*** Records ***
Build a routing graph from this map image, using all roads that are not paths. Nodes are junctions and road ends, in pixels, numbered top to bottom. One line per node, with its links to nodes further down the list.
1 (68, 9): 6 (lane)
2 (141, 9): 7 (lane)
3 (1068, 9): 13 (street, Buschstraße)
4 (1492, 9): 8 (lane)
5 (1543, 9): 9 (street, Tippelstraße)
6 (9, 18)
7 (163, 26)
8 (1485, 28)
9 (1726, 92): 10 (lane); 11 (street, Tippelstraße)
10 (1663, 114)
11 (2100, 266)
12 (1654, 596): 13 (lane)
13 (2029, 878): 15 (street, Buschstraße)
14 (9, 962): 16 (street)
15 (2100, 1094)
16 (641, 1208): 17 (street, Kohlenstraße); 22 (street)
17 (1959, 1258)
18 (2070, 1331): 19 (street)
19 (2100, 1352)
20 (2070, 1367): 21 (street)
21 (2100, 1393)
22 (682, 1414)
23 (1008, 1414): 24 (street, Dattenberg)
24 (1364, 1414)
*** End of Records ***
Task item
Write out the data above once more, exactly as it reads.

Finished exercise
Build a routing graph from this map image, using all roads that are not paths. Nodes are junctions and road ends, in pixels, numbered top to bottom. One line per node, with its links to nodes further down the list.
1 (68, 9): 6 (lane)
2 (141, 9): 7 (lane)
3 (1068, 9): 13 (street, Buschstraße)
4 (1492, 9): 8 (lane)
5 (1543, 9): 9 (street, Tippelstraße)
6 (9, 18)
7 (163, 26)
8 (1485, 28)
9 (1726, 92): 10 (lane); 11 (street, Tippelstraße)
10 (1663, 114)
11 (2100, 266)
12 (1654, 596): 13 (lane)
13 (2029, 878): 15 (street, Buschstraße)
14 (9, 962): 16 (street)
15 (2100, 1094)
16 (641, 1208): 17 (street, Kohlenstraße); 22 (street)
17 (1959, 1258)
18 (2070, 1331): 19 (street)
19 (2100, 1352)
20 (2070, 1367): 21 (street)
21 (2100, 1393)
22 (682, 1414)
23 (1008, 1414): 24 (street, Dattenberg)
24 (1364, 1414)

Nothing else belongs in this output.